Records from a data collection:
_ _ _ _ _ _ _

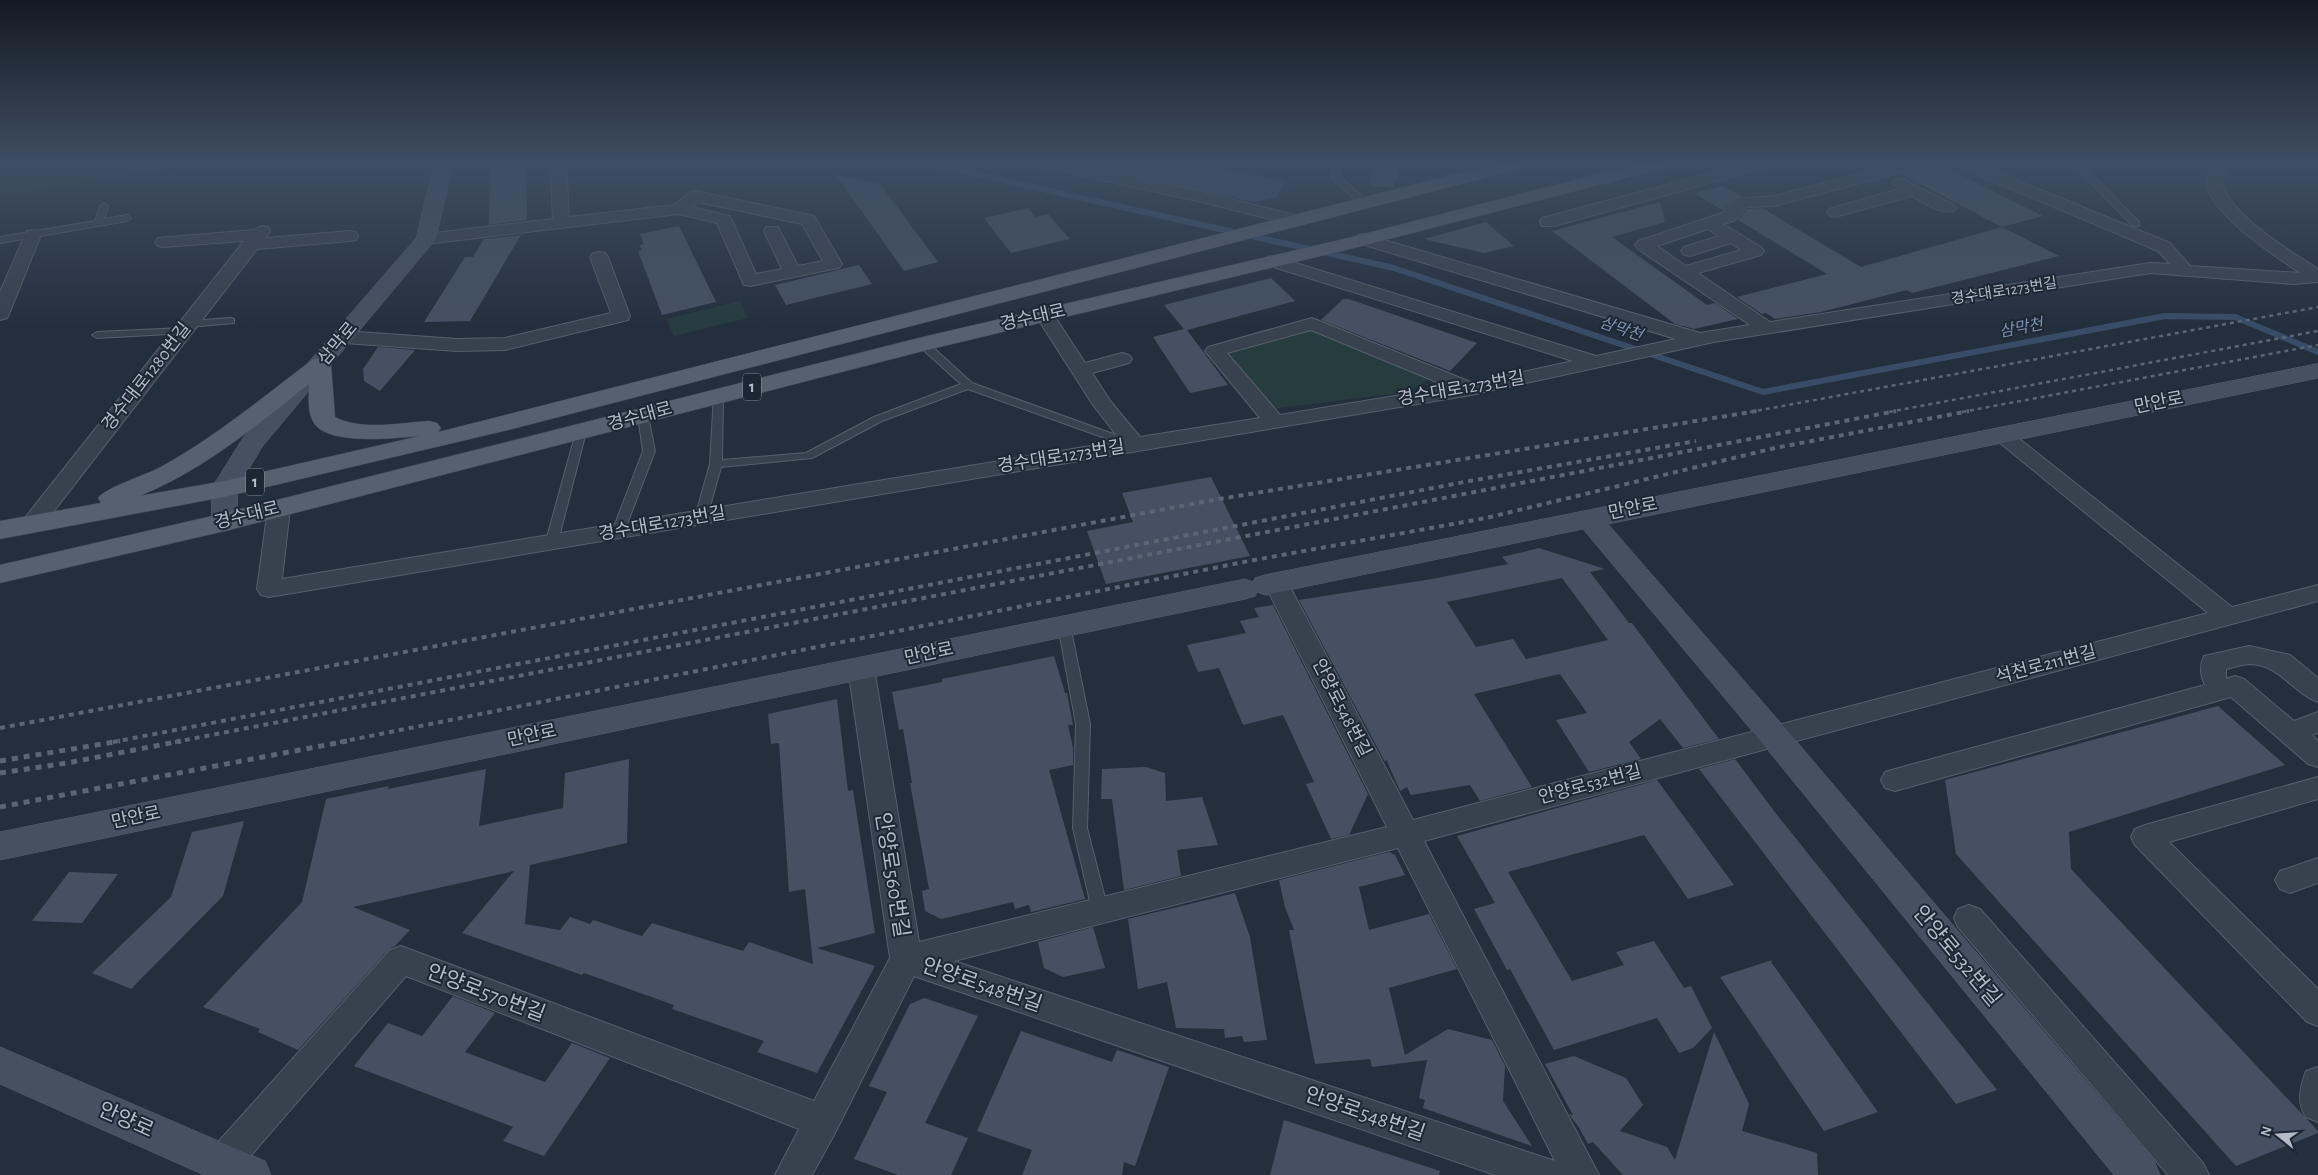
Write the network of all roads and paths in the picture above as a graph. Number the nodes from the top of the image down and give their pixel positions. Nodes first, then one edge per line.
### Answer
1 (101, 216) edge
2 (431, 216) edge
3 (561, 216) edge
4 (621, 216) edge
5 (707, 216) edge
6 (730, 216) edge
7 (789, 216) edge
8 (1277, 216) edge
9 (1310, 216) edge
10 (1455, 216) edge
11 (1571, 216) edge
12 (1728, 216) edge
13 (2094, 216) edge
14 (2128, 216) edge
15 (2236, 216) edge
16 (127, 218) dead end
17 (724, 220) junction
18 (1293, 220) junction
19 (99, 222) junction
20 (1548, 222) dead end
21 (561, 223) junction
22 (1710, 223) junction
23 (2136, 224) dead end
24 (772, 231) dead end
25 (32, 235) junction
26 (350, 236) dead end
27 (257, 237) junction
28 (1734, 238) junction
29 (426, 239) junction
30 (0, 240) edge
31 (1357, 241) junction
32 (164, 242) dead end
33 (1690, 250) dead end
34 (599, 257) dead end
35 (1276, 260) junction
36 (2184, 270) junction
37 (792, 272) junction
38 (1684, 272) junction
39 (2318, 277) edge
40 (5, 296) edge
41 (0, 314) edge
42 (1045, 316) junction
43 (231, 321) dead end
44 (186, 327) junction
45 (1767, 328) junction
46 (97, 334) dead end
47 (344, 337) junction
48 (1695, 341) junction
49 (923, 344) junction
50 (1122, 360) dead end
51 (1603, 362) junction
52 (320, 365) junction
53 (1080, 370) junction
54 (2316, 373) edge
55 (968, 385) junction
56 (1471, 389) junction
57 (1408, 392) dead end
58 (718, 396) junction
59 (643, 416) junction
60 (1270, 416) junction
61 (508, 423) junction
62 (581, 432) junction
63 (2001, 434) junction
64 (1135, 445) junction
65 (716, 464) junction
66 (224, 489) junction
67 (279, 508) junction
68 (701, 517) junction
69 (1588, 518) junction
70 (225, 522) junction
71 (32, 524) junction
72 (0, 530) edge
73 (618, 532) junction
74 (552, 541) junction
75 (0, 574) edge
76 (1262, 586) junction
77 (2318, 593) edge
78 (2228, 617) junction
79 (1064, 625) junction
80 (861, 668) junction
81 (2214, 678) dead end
82 (2318, 692) edge
83 (2318, 722) edge
84 (2290, 733) junction
85 (1774, 736) junction
86 (2318, 756) edge
87 (1895, 780) dead end
88 (2318, 788) edge
89 (1406, 834) junction
90 (0, 846) edge
91 (2318, 870) edge
92 (2290, 880) dead end
93 (1100, 910) junction
94 (1969, 918) dead end
95 (906, 959) junction
96 (2318, 1011) edge
97 (0, 1065) edge
98 (2318, 1083) edge
99 (2318, 1105) edge
100 (823, 1121) junction
101 (237, 1169) edge
102 (793, 1175) edge
103 (1546, 1175) edge
104 (1581, 1175) edge
105 (2140, 1175) edge
106 (2191, 1175) edge

1 - 19 lane
2 - 29 street, 삼막로
3 - 21 street
4 - 21 street
5 - 17 street
6 - 17 street
7 - 37 street
8 - 18 street
9 - 18 main road, 1
10 - 31 main road, 1
11 - 20 street
12 - 22 street
13 - 36 street
14 - 23 lane
15 - 39 street
16 - 19 lane
17 - 37 street
18 - 61 main road, 경수대로 / 1
19 - 25 lane
21 - 29 street
22 - 28 street
22 - 38 street
24 - 37 street
25 - 30 lane
25 - 40 street
26 - 27 street
27 - 32 street
27 - 44 street, 경수대로1280번길
28 - 33 street
28 - 38 street
29 - 47 street, 삼막로
31 - 35 main road, 1
31 - 48 street
34 - 47 street
35 - 42 main road, 경수대로 / 1
35 - 51 street
36 - 39 street, 경수대로1273번길
36 - 45 street, 경수대로1273번길
38 - 45 street
40 - 41 street
42 - 49 main road, 경수대로 / 1
42 - 53 street
43 - 44 lane
44 - 46 lane
44 - 71 street, 경수대로1280번길
45 - 48 street, 경수대로1273번길
47 - 52 street, 삼막로
48 - 51 street, 경수대로1273번길
49 - 55 lane, 경수대로1273번길
49 - 58 main road, 경수대로 / 1
50 - 53 street
51 - 56 street, 경수대로1273번길
52 - 61 main road
52 - 66 street, 삼막로
52 - 71 main road
53 - 64 street
54 - 63 street, 만안로
55 - 64 lane, 경수대로1273번길
55 - 65 lane
56 - 60 street, 경수대로1273번길
56 - 60 street
57 - 60 street
58 - 59 main road, 경수대로 / 1
58 - 65 lane
59 - 62 main road, 경수대로 / 1
59 - 73 lane
60 - 64 street, 경수대로1273번길
61 - 66 main road, 경수대로 / 1
62 - 67 main road, 경수대로 / 1
62 - 74 lane
63 - 69 street, 만안로
63 - 78 street
64 - 68 street, 경수대로1273번길
65 - 68 lane
66 - 70 street
66 - 71 main road, 경수대로 / 1
67 - 70 main road, 경수대로 / 1
67 - 74 street, 경수대로1273번길
68 - 73 street, 경수대로1273번길
69 - 76 street, 만안로
69 - 85 street, 안양로532번길
70 - 75 main road, 경수대로 / 1
71 - 72 main road, 경수대로 / 1
73 - 74 street, 경수대로1273번길
76 - 79 street, 만안로
76 - 89 street, 안양로548번길
77 - 78 street, 석천로211번길
78 - 85 street, 석천로211번길
79 - 80 street, 만안로
79 - 93 lane
80 - 90 street, 만안로
80 - 95 street, 안양로560번길
81 - 82 street
83 - 84 street
84 - 86 street
84 - 87 street
85 - 89 street, 안양로532번길
85 - 105 street, 안양로532번길
88 - 96 street
89 - 93 street, 안양로548번길
89 - 104 street, 안양로548번길
91 - 92 street
93 - 95 street, 안양로548번길
94 - 106 street
95 - 100 street, 안양로560번길
95 - 103 street, 안양로548번길
97 - 101 street, 안양로
98 - 99 street
100 - 101 street, 안양로570번길
100 - 102 street, 안양로560번길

_ _ _ _ _ _ _

#### What to produce:
Leave the pictures behind and transcribe every record above exactly.

#### Result for this task:
Write the network of all roads and paths in the picture above as a graph. Number the nodes from the top of the image down and give their pixel positions. Nodes first, then one edge per line.
### Answer
1 (101, 216) edge
2 (431, 216) edge
3 (561, 216) edge
4 (621, 216) edge
5 (707, 216) edge
6 (730, 216) edge
7 (789, 216) edge
8 (1277, 216) edge
9 (1310, 216) edge
10 (1455, 216) edge
11 (1571, 216) edge
12 (1728, 216) edge
13 (2094, 216) edge
14 (2128, 216) edge
15 (2236, 216) edge
16 (127, 218) dead end
17 (724, 220) junction
18 (1293, 220) junction
19 (99, 222) junction
20 (1548, 222) dead end
21 (561, 223) junction
22 (1710, 223) junction
23 (2136, 224) dead end
24 (772, 231) dead end
25 (32, 235) junction
26 (350, 236) dead end
27 (257, 237) junction
28 (1734, 238) junction
29 (426, 239) junction
30 (0, 240) edge
31 (1357, 241) junction
32 (164, 242) dead end
33 (1690, 250) dead end
34 (599, 257) dead end
35 (1276, 260) junction
36 (2184, 270) junction
37 (792, 272) junction
38 (1684, 272) junction
39 (2318, 277) edge
40 (5, 296) edge
41 (0, 314) edge
42 (1045, 316) junction
43 (231, 321) dead end
44 (186, 327) junction
45 (1767, 328) junction
46 (97, 334) dead end
47 (344, 337) junction
48 (1695, 341) junction
49 (923, 344) junction
50 (1122, 360) dead end
51 (1603, 362) junction
52 (320, 365) junction
53 (1080, 370) junction
54 (2316, 373) edge
55 (968, 385) junction
56 (1471, 389) junction
57 (1408, 392) dead end
58 (718, 396) junction
59 (643, 416) junction
60 (1270, 416) junction
61 (508, 423) junction
62 (581, 432) junction
63 (2001, 434) junction
64 (1135, 445) junction
65 (716, 464) junction
66 (224, 489) junction
67 (279, 508) junction
68 (701, 517) junction
69 (1588, 518) junction
70 (225, 522) junction
71 (32, 524) junction
72 (0, 530) edge
73 (618, 532) junction
74 (552, 541) junction
75 (0, 574) edge
76 (1262, 586) junction
77 (2318, 593) edge
78 (2228, 617) junction
79 (1064, 625) junction
80 (861, 668) junction
81 (2214, 678) dead end
82 (2318, 692) edge
83 (2318, 722) edge
84 (2290, 733) junction
85 (1774, 736) junction
86 (2318, 756) edge
87 (1895, 780) dead end
88 (2318, 788) edge
89 (1406, 834) junction
90 (0, 846) edge
91 (2318, 870) edge
92 (2290, 880) dead end
93 (1100, 910) junction
94 (1969, 918) dead end
95 (906, 959) junction
96 (2318, 1011) edge
97 (0, 1065) edge
98 (2318, 1083) edge
99 (2318, 1105) edge
100 (823, 1121) junction
101 (237, 1169) edge
102 (793, 1175) edge
103 (1546, 1175) edge
104 (1581, 1175) edge
105 (2140, 1175) edge
106 (2191, 1175) edge

1 - 19 lane
2 - 29 street, 삼막로
3 - 21 street
4 - 21 street
5 - 17 street
6 - 17 street
7 - 37 street
8 - 18 street
9 - 18 main road, 1
10 - 31 main road, 1
11 - 20 street
12 - 22 street
13 - 36 street
14 - 23 lane
15 - 39 street
16 - 19 lane
17 - 37 street
18 - 61 main road, 경수대로 / 1
19 - 25 lane
21 - 29 street
22 - 28 street
22 - 38 street
24 - 37 street
25 - 30 lane
25 - 40 street
26 - 27 street
27 - 32 street
27 - 44 street, 경수대로1280번길
28 - 33 street
28 - 38 street
29 - 47 street, 삼막로
31 - 35 main road, 1
31 - 48 street
34 - 47 street
35 - 42 main road, 경수대로 / 1
35 - 51 street
36 - 39 street, 경수대로1273번길
36 - 45 street, 경수대로1273번길
38 - 45 street
40 - 41 street
42 - 49 main road, 경수대로 / 1
42 - 53 street
43 - 44 lane
44 - 46 lane
44 - 71 street, 경수대로1280번길
45 - 48 street, 경수대로1273번길
47 - 52 street, 삼막로
48 - 51 street, 경수대로1273번길
49 - 55 lane, 경수대로1273번길
49 - 58 main road, 경수대로 / 1
50 - 53 street
51 - 56 street, 경수대로1273번길
52 - 61 main road
52 - 66 street, 삼막로
52 - 71 main road
53 - 64 street
54 - 63 street, 만안로
55 - 64 lane, 경수대로1273번길
55 - 65 lane
56 - 60 street, 경수대로1273번길
56 - 60 street
57 - 60 street
58 - 59 main road, 경수대로 / 1
58 - 65 lane
59 - 62 main road, 경수대로 / 1
59 - 73 lane
60 - 64 street, 경수대로1273번길
61 - 66 main road, 경수대로 / 1
62 - 67 main road, 경수대로 / 1
62 - 74 lane
63 - 69 street, 만안로
63 - 78 street
64 - 68 street, 경수대로1273번길
65 - 68 lane
66 - 70 street
66 - 71 main road, 경수대로 / 1
67 - 70 main road, 경수대로 / 1
67 - 74 street, 경수대로1273번길
68 - 73 street, 경수대로1273번길
69 - 76 street, 만안로
69 - 85 street, 안양로532번길
70 - 75 main road, 경수대로 / 1
71 - 72 main road, 경수대로 / 1
73 - 74 street, 경수대로1273번길
76 - 79 street, 만안로
76 - 89 street, 안양로548번길
77 - 78 street, 석천로211번길
78 - 85 street, 석천로211번길
79 - 80 street, 만안로
79 - 93 lane
80 - 90 street, 만안로
80 - 95 street, 안양로560번길
81 - 82 street
83 - 84 street
84 - 86 street
84 - 87 street
85 - 89 street, 안양로532번길
85 - 105 street, 안양로532번길
88 - 96 street
89 - 93 street, 안양로548번길
89 - 104 street, 안양로548번길
91 - 92 street
93 - 95 street, 안양로548번길
94 - 106 street
95 - 100 street, 안양로560번길
95 - 103 street, 안양로548번길
97 - 101 street, 안양로
98 - 99 street
100 - 101 street, 안양로570번길
100 - 102 street, 안양로560번길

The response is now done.